I must say that is the most complicated install of a boost gauge I have ever seen. You should have just punched a hole in the grommet firewall behind the dash to run the tube, I think it will end up pinched in that door jamb area. 
You should have just used one of these 








rather than that fancy wiring solution you came up with. 
But hey, as long as you are happy with it and it works.

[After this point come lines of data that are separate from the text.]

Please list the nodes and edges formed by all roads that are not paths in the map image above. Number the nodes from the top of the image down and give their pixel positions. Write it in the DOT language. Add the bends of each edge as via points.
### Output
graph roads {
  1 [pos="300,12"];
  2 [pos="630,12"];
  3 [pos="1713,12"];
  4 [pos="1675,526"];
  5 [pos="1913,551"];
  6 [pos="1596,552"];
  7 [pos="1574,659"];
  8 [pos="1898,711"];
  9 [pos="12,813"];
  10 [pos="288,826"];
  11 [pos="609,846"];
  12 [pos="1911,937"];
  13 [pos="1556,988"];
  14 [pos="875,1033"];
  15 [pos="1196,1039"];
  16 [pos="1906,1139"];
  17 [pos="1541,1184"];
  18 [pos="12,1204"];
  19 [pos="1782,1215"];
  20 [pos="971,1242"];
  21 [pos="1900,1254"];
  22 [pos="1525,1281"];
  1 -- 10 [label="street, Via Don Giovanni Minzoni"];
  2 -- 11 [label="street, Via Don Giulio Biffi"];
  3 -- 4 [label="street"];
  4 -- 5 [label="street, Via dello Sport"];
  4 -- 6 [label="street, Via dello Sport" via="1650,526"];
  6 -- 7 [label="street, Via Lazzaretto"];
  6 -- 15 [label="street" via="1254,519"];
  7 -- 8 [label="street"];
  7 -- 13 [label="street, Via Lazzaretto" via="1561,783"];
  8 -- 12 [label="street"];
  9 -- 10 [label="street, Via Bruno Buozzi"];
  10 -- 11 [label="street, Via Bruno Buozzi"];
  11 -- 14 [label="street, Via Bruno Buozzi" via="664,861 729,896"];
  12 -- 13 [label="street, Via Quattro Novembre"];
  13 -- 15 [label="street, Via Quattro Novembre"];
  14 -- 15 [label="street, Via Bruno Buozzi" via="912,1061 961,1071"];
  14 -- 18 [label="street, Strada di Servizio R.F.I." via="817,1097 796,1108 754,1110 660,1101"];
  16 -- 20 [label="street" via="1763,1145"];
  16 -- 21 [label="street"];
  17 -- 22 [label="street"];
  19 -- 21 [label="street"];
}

_Modified by 20V BUG at 4:34 AM 6-18-2008_


----------



## ryannorris16 (Apr 7, 2008)

^^thats what i did, took about 30 mins.


----------



## vovamir (Jul 10, 2007)

I dont really know what to say about the door jam routing, but using the firewall gromet near the brake booster seems like a much simpler/safer option. Just dig around and you will find it.
As for "stabed a hole through my console







" ... you didnt need to do that either. I simply unclipped the console "braket", routed the wiring/tubing under it, and clipped it back into place on top of everything.


----------



## MightyDSM (Apr 16, 2006)

*Re: (vovamir)*

Wow, never seen such a complicated boost gauge install








There's a rubber gromet on the firewall right next to the brake booster...somewhere behind your DV. And you SHOULD use the FPR line, not the DV line


----------



## shotokanman (Jun 26, 2007)

*Re: (MightyDSM)*

I bought the same kit, the instructions were very clear for the install. One thing I found when I tightened the vacuum hose on the back of the gauge is that it turned the internals on the gauge moving the needle back off zero. I didn't notice it until I started the car to see if it worked and noticed that I was pulling tons of vacuum at idle. Moved it back to zero and it works great!


----------



## 1.8Tjettta01 (Nov 12, 2007)

yeah be careful..... not too over twist the back of the gauge. i was careful.
things with me tend to be complicated when a company doesn't send good instructions. its just figuring it out on your own. On top of it , this was my first installation on my car. SINCE the boost gauge is the best thing to get on your VW.
Yeah i wish i could find the hole to the brake booster. there is a alot of carpet that is glued on. I'm going to need a picture where it is. otherwise i wouldn't of have gone through the side of the door.
Complicated install yes. Does it work? Yes.
Yeah i didn't like the idea of stabbing through my console either. I actually could not get it unclipped. i didn't want to break that either. its just a small hole. I murdered my car! ah! stab stab!
THE FPR.... I don't even want to touch it. everything is nice and tight and secure. the DV is just much easier to work with rather than dealing with a HOT engine burning and Melting your nylon tubing.....hey.. .. sh**t happens!
As far as my installation goes, you learn from other peoples mistakes and find a better way. I just have realistic pictures which are a lil more in depth than other posts i saw.
Hey, whatever i did, it works! i'm happy.


----------



## michael l england (Feb 9, 2007)

*Re: Where to install the boost gauge? which pipe? air / fuel ? (1.8Tjettta01)*

run it off the intake manifold that is going to give you the most accurate reading


----------



## MightyDSM (Apr 16, 2006)

*Re: (1.8Tjettta01)*


_Quote, originally posted by *1.8Tjettta01* »_yeah be careful..... not too over twist the back of the gauge. i was careful.
things with me tend to be complicated when a company doesn't send good instructions. its just figuring it out on your own. On top of it , this was my first installation on my car. SINCE the boost gauge is the best thing to get on your VW.
Yeah i wish i could find the hole to the brake booster. there is a alot of carpet that is glued on. I'm going to need a picture where it is. otherwise i wouldn't of have gone through the side of the door.
Complicated install yes. Does it work? Yes.
Yeah i didn't like the idea of stabbing through my console either. I actually could not get it unclipped. i didn't want to break that either. its just a small hole. I murdered my car! ah! stab stab!
THE FPR.... I don't even want to touch it. everything is nice and tight and secure. the DV is just much easier to work with rather than dealing with a HOT engine burning and Melting your nylon tubing.....hey.. .. sh**t happens!
As far as my installation goes, you learn from other peoples mistakes and find a better way. I just have realistic pictures which are a lil more in depth than other posts i saw.
Hey, whatever i did, it works! i'm happy.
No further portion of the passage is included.